Search code examples
pythonscikit-learnpcadecomposition

PCA().fit() is using the wrong axis for data input


I'm using sklearn.decomposition.PCA to pre-process some training data for a machine learning model. There is 247 data points with 4095 dimensions, imported from a csv file using pandas. I then scale the data

training_data = StandardScaler().fit_transform(training[:,1:4096])

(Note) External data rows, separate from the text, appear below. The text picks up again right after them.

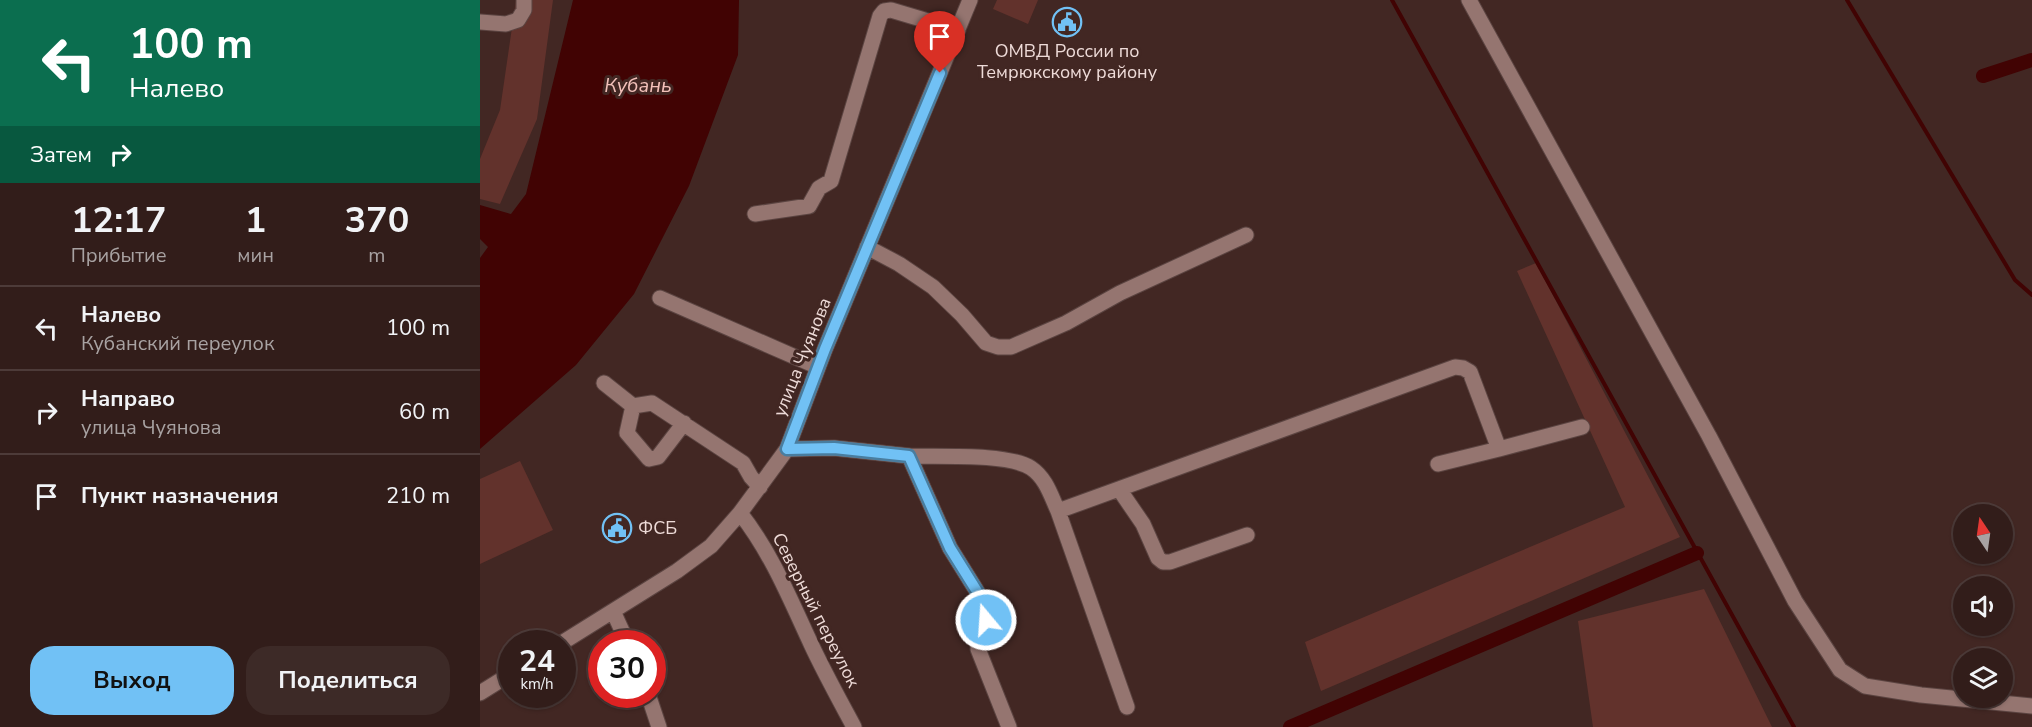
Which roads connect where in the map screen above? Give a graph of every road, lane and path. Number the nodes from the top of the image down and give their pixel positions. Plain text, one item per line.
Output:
1 (524, 0) edge
2 (970, 0) edge
3 (1469, 0) edge
4 (480, 22) edge
5 (958, 30) junction
6 (755, 214) dead end
7 (1246, 235) dead end
8 (867, 247) junction
9 (660, 298) dead end
10 (818, 367) junction
11 (604, 383) dead end
12 (633, 406) junction
13 (684, 423) junction
14 (1582, 427) dead end
15 (787, 449) junction
16 (1499, 449) junction
17 (909, 456) junction
18 (1438, 464) dead end
19 (760, 487) junction
20 (1119, 489) junction
21 (1058, 511) junction
22 (740, 513) junction
23 (1247, 535) dead end
24 (613, 611) junction
25 (622, 630) edge
26 (576, 634) edge
27 (498, 682) edge
28 (480, 693) edge
29 (1127, 706) dead end
30 (2032, 706) edge
31 (652, 708) edge
32 (658, 727) edge
33 (854, 727) edge
34 (1009, 727) edge

1 - 4 street
2 - 5 street, улица Чуянова
3 - 30 street
5 - 6 street
5 - 8 street, улица Чуянова
7 - 8 street
8 - 10 street, улица Чуянова
9 - 10 street
10 - 15 street, улица Чуянова
11 - 12 street
12 - 13 street
12 - 13 street
13 - 19 street
14 - 16 street
15 - 17 street
15 - 19 street, улица Чуянова
16 - 18 street
16 - 20 street
17 - 21 street
17 - 34 street
19 - 22 street, улица Чуянова
20 - 21 street
20 - 23 street
21 - 29 street
22 - 24 street, улица Чуянова
22 - 33 street, Северный переулок
24 - 25 street
24 - 26 street, улица Чуянова
27 - 28 street
31 - 32 street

before calling the PCA algorithm to obtain the variance for each dimension,

pca = PCA(n_components)

pca.fit(training_data).

The output is a vector of length 247, but it should have length 4095 so that I can work out the variance of each dimension, not the variance of each data point.

My code looks like:

import numpy as np
import matplotlib.pyplot as plt
from sklearn.decomposition import PCA

test = np.array(pd.read_csv("testing.csv", sep=','))
training = np.array(pd.read_csv("training.csv", sep=','))
# ID Number = [0]
# features = [1:4096]

training_data = StandardScaler().fit_transform(training[:,1:4096])
test_data = StandardScaler().fit_transform(test[:,1:4096])
training_labels = training[:,4609]

pca = PCA()
pca.fit(training_data)
pca_variance = pca.explained_variance_.

I have tried taking the transpose of training_data, but this didn't change the output. I have also tried changing n_components in the argument of the PCA function, but it is insistent that there can only be 247 dimensions.

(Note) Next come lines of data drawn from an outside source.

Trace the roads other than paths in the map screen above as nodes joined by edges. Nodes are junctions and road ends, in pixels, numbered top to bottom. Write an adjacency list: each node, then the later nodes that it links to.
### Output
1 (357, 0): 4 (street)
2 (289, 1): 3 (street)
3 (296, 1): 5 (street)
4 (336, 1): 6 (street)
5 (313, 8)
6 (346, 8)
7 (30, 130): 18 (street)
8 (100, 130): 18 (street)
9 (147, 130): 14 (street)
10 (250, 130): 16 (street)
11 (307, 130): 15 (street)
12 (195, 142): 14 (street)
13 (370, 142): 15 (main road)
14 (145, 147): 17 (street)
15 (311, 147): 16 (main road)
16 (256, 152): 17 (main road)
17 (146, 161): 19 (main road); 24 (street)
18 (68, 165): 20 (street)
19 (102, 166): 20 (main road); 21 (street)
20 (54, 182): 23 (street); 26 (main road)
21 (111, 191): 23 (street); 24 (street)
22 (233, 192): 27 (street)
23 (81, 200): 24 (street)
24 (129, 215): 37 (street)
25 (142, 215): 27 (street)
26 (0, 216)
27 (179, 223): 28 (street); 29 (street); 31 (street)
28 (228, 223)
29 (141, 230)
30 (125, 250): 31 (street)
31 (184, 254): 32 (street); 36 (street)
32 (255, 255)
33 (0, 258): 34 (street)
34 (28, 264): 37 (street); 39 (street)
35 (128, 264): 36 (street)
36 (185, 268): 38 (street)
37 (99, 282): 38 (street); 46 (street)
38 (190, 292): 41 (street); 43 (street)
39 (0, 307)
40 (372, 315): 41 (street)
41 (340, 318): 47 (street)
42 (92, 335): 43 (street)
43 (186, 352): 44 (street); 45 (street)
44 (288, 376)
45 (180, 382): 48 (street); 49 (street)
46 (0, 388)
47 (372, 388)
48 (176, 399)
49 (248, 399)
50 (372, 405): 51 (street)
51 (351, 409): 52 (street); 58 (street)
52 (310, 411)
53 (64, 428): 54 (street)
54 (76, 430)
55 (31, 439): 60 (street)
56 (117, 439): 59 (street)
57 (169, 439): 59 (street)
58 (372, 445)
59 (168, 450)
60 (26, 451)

This may be a stupid question, but I'm very new to this sort of data processing. Thank you.


Solution

  • You said:

    " but it should have length 4095 so that I can work out the variance of each dimension, not the variance of each data point."

    No. This is only true if you would estimate 4095 components using pca = PCA(n_components=4095).

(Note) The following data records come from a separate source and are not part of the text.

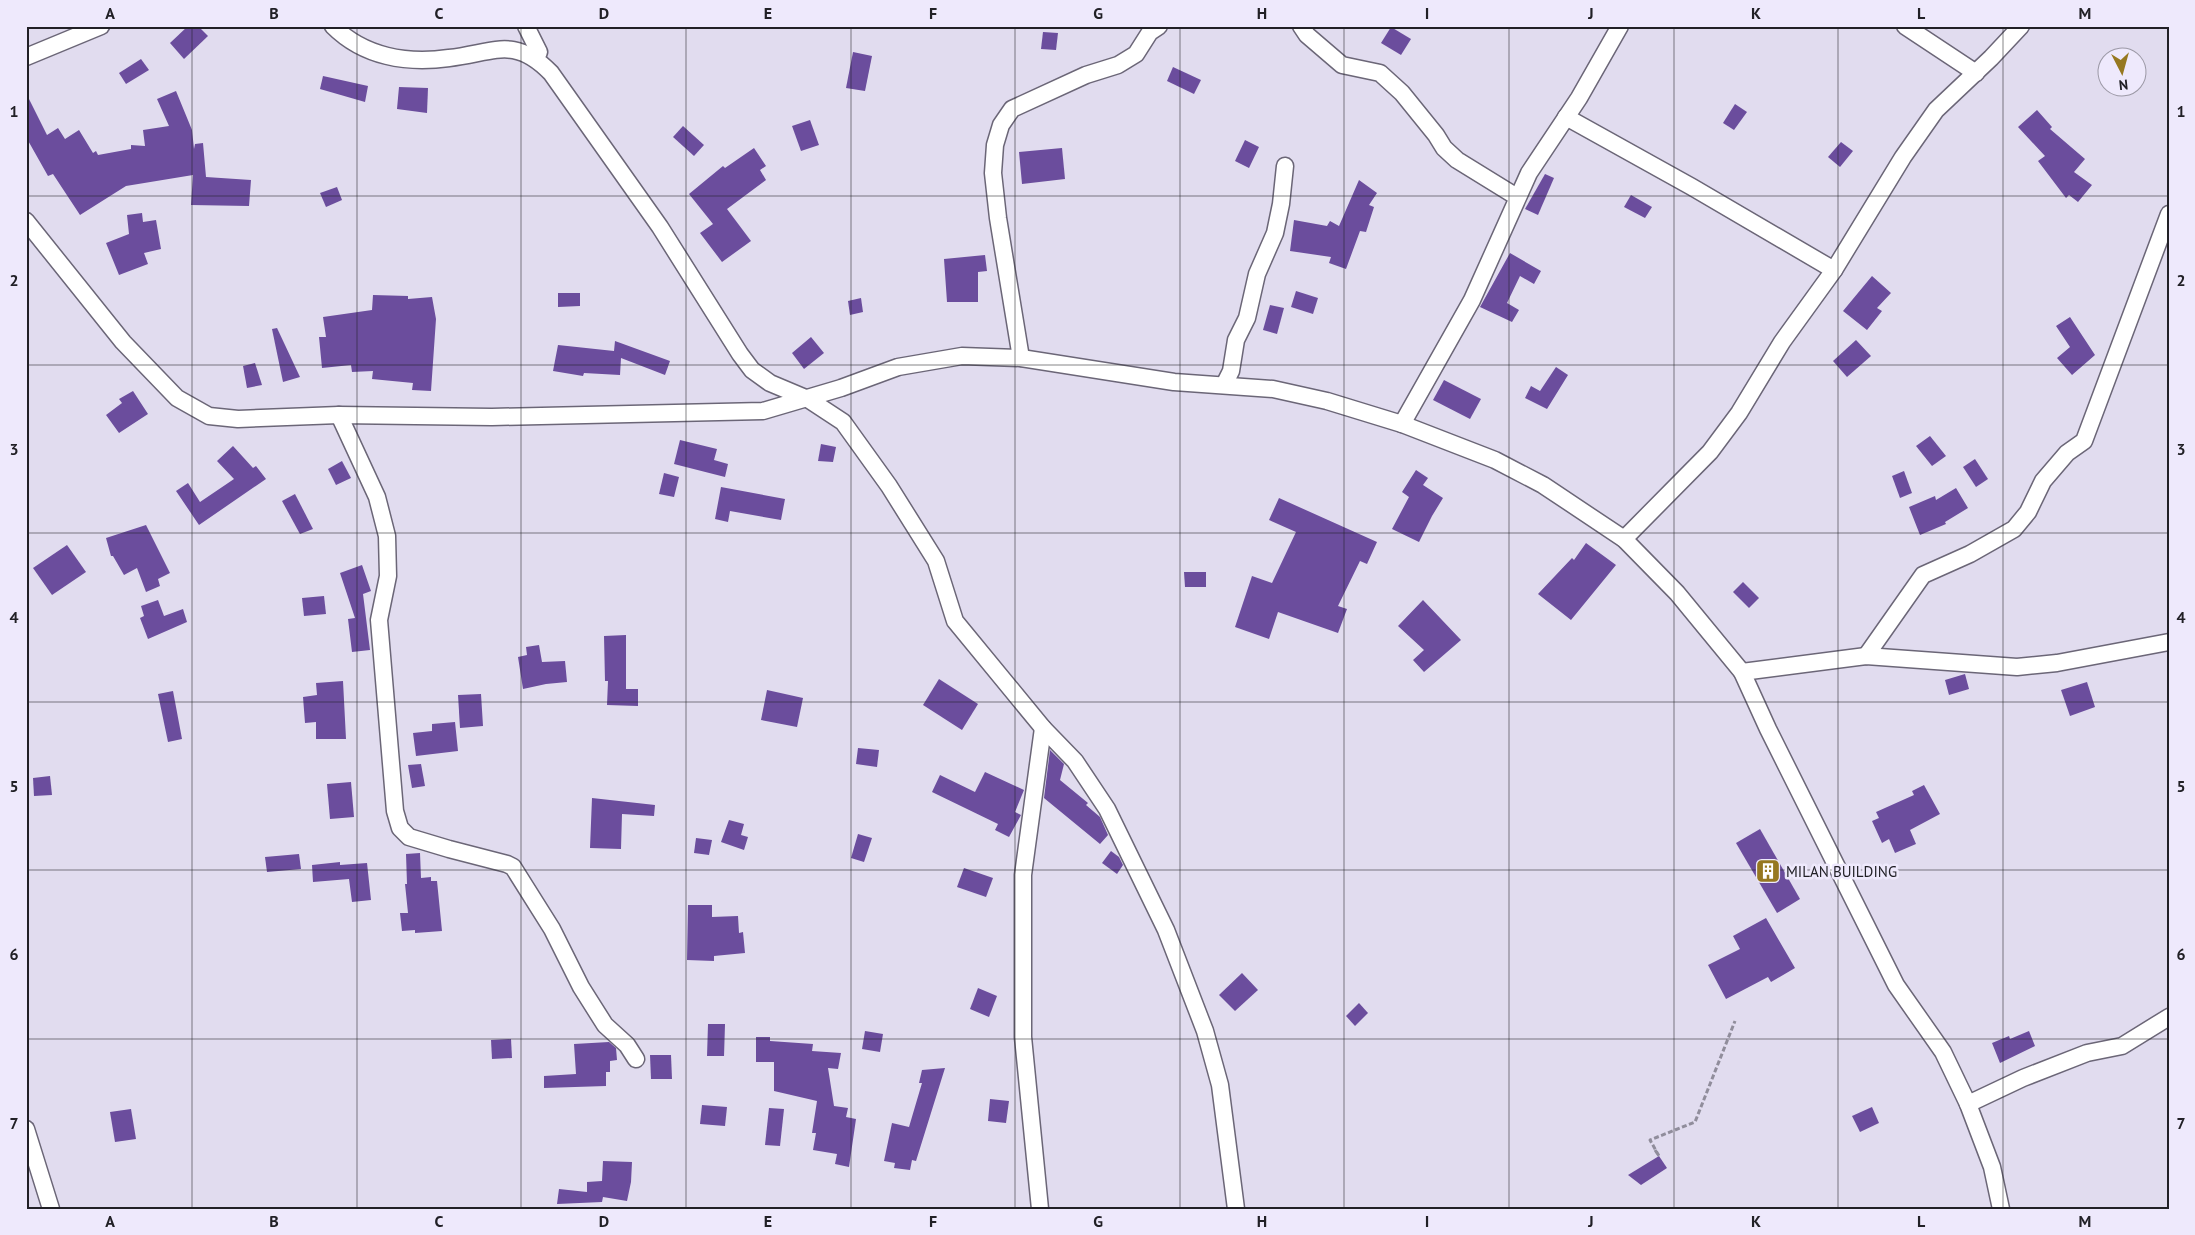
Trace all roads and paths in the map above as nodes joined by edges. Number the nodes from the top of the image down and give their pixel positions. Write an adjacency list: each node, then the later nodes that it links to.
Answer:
1 (101, 26): 9 (street)
2 (333, 26): 10 (street)
3 (526, 26): 10 (street)
4 (1159, 26): 18 (street)
5 (1301, 26): 14 (street)
6 (1620, 26): 12 (street)
7 (1905, 26): 11 (street)
8 (2021, 26): 11 (street)
9 (26, 57)
10 (536, 58): 20 (street)
11 (1976, 73): 17 (street)
12 (1566, 118): 14 (street); 17 (street)
13 (1285, 166): 19 (street)
14 (1517, 198): 22 (street)
15 (2169, 214): 25 (street)
16 (26, 221): 21 (street)
17 (1834, 270): 23 (street)
18 (1021, 358): 19 (street); 20 (street)
19 (1224, 385): 22 (street)
20 (808, 398): 21 (street); 27 (street)
21 (339, 415): 30 (street)
22 (1402, 424): 23 (street)
23 (1624, 539): 26 (street)
24 (2169, 642): 25 (street)
25 (1866, 656): 26 (street)
26 (1742, 672): 31 (street)
27 (1043, 728): 35 (street); 36 (street)
28 (2169, 1017): 31 (street)
29 (1735, 1021): 33 (path)
30 (636, 1059)
31 (1968, 1104): 37 (street)
32 (26, 1129): 34 (street)
33 (1655, 1150)
34 (51, 1209)
35 (1040, 1209)
36 (1236, 1209)
37 (2001, 1209)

    On the other hand, you define:

    pca = PCA() # this is actually PCA(n_components=None)
    

    so n_components is set to None.


    When this happens we have (see the documentation here):

    n_components == min(n_samples, n_features)

    Thus, in your case, you have min(247, 4095) = 247 components.

    So, pca.explained_variance_. will be a vector with shape 247 since you have 247 PC dimensions.


    Why do we have n_components == min(n_samples, n_features) ?

    This is related to the rank of the covariance/correlation matrix. Having a data matrix X with shape [247,4095], the covariance/correlation matrix would be [4095,4095] with max rank = min(n_samples, n_features). Thus, you have at most min(n_samples, n_features) meaningful PC components/dimensions.